9) Zillers Fazit: So gut Elser das Attentat vorbereitet hatte, so wenig durchdacht war der weitere Ablauf seines Verhaltens nach demselben. - Elser hatte beispielsweise, da an und für sich politisch nicht interessiert, keine Kenntnis davon, dass unbemerkte Grenzübergänge ab 1939 praktisch nicht mehr möglich waren. Ferner sei es unbedacht gewesen, dass er bei seiner Festnahme an der Grenze zur Schweiz eine Ansichtskarte vom Bürgerbräukeller sowie weiteres belastendes Material mit sich geführt habe.
10) Letztlich seien „drei Winzigkeiten“ für das Schicksal Elsers entscheidend gewesen: Erstens: Die wenigen Minuten, die Hitler früher aus dem Bürgerbräukeller verschwand, ehe seine Bombe explodierte. Zweitens: Die wenigen Meter, die ihn bei seiner Aufgreifung bei der Flucht in die Schweiz im trennenden Grenzstreifen von der Freiheit getrennt haben. Drittens: Die wenigen Tage, die zwischen seiner Ermordung und der Befreiung des Dachauer KZs durch die Amerikaner lagen, wohin er als „Sonderhäftling“ verbracht worden war.

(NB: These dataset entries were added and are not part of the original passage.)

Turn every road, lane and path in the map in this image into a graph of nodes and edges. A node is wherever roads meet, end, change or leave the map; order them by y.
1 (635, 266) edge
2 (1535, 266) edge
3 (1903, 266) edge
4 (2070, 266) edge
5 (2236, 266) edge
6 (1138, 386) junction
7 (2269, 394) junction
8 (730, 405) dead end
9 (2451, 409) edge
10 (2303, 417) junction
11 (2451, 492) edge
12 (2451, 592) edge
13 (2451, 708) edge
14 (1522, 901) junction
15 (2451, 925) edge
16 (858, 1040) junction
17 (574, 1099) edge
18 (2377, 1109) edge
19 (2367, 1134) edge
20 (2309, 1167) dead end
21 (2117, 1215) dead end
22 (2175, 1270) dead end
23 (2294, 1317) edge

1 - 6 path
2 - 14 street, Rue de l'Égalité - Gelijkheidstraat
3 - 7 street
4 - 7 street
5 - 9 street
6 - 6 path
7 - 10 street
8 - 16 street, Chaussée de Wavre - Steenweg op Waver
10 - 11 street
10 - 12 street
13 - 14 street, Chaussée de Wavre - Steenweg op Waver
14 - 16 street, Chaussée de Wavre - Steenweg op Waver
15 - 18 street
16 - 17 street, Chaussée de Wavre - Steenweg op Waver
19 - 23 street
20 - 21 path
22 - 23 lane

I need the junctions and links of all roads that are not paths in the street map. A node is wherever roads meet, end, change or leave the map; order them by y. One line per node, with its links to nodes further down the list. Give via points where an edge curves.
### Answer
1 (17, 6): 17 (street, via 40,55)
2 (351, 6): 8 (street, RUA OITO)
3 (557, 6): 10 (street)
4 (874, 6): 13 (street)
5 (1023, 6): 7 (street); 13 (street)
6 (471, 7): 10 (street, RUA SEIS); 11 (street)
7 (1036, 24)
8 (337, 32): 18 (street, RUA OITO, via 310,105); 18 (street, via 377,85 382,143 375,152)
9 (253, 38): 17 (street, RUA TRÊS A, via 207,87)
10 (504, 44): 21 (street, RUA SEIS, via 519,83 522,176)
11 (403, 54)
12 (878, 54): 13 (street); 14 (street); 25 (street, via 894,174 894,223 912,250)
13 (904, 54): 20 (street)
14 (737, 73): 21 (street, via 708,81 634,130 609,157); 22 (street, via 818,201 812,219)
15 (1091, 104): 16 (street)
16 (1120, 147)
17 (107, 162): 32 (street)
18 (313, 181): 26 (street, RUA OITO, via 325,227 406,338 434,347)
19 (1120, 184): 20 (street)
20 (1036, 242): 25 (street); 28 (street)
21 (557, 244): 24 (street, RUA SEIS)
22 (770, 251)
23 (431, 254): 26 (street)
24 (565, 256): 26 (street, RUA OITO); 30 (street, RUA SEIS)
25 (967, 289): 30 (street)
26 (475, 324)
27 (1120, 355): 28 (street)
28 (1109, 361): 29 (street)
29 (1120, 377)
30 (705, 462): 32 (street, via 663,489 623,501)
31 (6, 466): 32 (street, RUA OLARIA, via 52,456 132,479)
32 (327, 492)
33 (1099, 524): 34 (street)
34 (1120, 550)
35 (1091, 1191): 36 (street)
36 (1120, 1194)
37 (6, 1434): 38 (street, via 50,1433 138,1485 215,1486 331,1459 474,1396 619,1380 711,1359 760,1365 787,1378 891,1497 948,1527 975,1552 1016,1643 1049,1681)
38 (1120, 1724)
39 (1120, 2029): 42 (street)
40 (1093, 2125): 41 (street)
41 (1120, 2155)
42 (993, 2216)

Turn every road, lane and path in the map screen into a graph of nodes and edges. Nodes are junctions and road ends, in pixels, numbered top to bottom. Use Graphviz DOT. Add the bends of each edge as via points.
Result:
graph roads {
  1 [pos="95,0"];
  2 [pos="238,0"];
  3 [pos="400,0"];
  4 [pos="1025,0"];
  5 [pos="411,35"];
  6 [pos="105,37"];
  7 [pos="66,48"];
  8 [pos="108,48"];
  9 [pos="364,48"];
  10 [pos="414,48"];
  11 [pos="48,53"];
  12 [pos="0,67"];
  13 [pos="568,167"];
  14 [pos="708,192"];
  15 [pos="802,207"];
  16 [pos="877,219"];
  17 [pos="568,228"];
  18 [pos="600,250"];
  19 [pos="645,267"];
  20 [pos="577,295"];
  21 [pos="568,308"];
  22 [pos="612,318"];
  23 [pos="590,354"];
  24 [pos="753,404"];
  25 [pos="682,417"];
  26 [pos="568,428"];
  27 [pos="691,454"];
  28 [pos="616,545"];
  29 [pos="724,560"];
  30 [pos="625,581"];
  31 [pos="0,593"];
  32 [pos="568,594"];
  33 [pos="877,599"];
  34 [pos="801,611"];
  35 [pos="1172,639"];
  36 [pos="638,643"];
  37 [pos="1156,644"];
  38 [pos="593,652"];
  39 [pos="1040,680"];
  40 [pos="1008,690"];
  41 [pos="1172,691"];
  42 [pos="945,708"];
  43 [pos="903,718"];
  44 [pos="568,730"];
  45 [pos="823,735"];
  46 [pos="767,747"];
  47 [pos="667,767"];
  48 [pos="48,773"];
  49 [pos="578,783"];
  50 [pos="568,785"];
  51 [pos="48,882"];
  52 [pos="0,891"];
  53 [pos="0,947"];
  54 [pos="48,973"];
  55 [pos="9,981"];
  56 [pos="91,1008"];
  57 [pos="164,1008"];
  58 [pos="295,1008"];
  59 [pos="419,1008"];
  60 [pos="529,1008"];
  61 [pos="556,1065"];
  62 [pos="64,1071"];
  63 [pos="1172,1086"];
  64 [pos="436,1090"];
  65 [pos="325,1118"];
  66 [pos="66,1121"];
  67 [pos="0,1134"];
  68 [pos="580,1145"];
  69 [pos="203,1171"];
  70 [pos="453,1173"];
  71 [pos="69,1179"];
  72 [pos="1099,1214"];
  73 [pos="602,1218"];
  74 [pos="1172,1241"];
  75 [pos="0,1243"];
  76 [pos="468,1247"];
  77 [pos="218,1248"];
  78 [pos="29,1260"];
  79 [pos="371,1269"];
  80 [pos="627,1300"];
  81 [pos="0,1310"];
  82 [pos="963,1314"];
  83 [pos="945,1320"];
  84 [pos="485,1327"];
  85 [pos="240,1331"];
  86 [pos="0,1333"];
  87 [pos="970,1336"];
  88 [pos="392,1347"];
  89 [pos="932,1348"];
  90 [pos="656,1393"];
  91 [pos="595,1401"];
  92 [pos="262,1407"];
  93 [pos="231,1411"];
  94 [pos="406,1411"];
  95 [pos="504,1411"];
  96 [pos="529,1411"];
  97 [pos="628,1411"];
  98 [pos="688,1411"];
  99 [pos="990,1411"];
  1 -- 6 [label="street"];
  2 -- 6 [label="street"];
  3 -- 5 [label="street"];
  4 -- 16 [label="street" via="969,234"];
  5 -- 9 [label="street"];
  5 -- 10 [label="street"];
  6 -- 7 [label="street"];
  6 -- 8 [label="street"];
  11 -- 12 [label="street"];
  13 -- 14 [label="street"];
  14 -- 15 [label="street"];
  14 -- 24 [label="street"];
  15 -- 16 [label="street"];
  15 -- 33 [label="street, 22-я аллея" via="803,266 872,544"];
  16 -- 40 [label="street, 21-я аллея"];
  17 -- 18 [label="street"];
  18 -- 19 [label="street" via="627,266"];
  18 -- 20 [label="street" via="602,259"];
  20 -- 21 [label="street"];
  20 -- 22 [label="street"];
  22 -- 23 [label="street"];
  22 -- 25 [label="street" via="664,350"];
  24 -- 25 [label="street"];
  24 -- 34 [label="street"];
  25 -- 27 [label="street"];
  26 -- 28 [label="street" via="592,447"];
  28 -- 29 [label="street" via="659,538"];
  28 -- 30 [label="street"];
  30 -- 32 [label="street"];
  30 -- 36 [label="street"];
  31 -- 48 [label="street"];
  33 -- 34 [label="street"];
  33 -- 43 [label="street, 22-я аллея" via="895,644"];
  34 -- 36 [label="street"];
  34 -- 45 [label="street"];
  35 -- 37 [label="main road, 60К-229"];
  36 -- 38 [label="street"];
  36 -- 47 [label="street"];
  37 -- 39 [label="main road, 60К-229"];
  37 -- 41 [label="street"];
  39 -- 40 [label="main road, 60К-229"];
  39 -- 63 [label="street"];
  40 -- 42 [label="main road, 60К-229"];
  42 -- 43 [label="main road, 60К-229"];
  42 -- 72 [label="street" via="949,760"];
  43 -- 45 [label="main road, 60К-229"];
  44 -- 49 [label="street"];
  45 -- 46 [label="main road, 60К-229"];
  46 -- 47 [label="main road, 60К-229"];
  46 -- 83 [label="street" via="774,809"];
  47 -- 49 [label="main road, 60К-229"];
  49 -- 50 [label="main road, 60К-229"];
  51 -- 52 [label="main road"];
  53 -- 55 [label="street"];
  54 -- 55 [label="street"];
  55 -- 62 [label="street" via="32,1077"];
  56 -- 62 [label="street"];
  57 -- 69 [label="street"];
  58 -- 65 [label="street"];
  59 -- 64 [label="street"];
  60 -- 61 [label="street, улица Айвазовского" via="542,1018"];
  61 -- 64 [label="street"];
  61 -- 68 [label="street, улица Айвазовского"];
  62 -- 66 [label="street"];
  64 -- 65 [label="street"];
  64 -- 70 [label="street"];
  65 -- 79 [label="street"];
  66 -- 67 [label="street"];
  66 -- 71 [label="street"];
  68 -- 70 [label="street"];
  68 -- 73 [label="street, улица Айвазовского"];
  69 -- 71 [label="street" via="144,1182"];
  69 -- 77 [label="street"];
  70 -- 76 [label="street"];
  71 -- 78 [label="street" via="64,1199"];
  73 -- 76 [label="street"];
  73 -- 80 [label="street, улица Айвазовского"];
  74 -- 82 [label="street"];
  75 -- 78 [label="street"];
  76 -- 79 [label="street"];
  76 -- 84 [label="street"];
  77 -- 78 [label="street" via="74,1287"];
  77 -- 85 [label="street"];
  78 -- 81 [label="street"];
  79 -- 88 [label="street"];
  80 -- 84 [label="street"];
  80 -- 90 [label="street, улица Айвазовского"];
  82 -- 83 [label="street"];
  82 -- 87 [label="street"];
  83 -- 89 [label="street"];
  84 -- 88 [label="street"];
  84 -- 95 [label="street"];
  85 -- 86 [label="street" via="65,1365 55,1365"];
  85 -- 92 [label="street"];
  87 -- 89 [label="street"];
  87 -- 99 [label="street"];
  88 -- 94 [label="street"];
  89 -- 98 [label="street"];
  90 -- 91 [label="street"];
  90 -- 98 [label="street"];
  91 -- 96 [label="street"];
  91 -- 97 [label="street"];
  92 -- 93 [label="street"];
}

Joachim Ziller hatte viel Informationsmaterial zum Vortrag mitgebracht.
Im Anschluss an den Vortrag fand eine lebhafte Diskussion statt. Ziller äußerte als Antwort auf eine Frage, dass die Darstellung der Geschichte des Dritten Reichs unter Nennung von Namen in kleineren Orten wie Oberkochen auch heute noch eine „Gratwanderung“ sei.
Der Vortrag stand optisch im Zeichen der stark vergrößerten Abbildung der Elser-Gedenk-Briefmarke aus dem Jahr 2003.
Im Gebäude der Bundesbank in der Marstallstraße beim Hauptbahnhof in Stuttgart ist derzeit, zusammengestellt von der Landeszentrale für politische Bildung, bis 4. Dezember eine Bild-Text-Ausstellung zum Thema „Georg Elser – Ich wollte den Krieg verhindern“ zu sehen. Geöffnet Dienstag bis Freitag, 10.00 – 18.00 Uhr.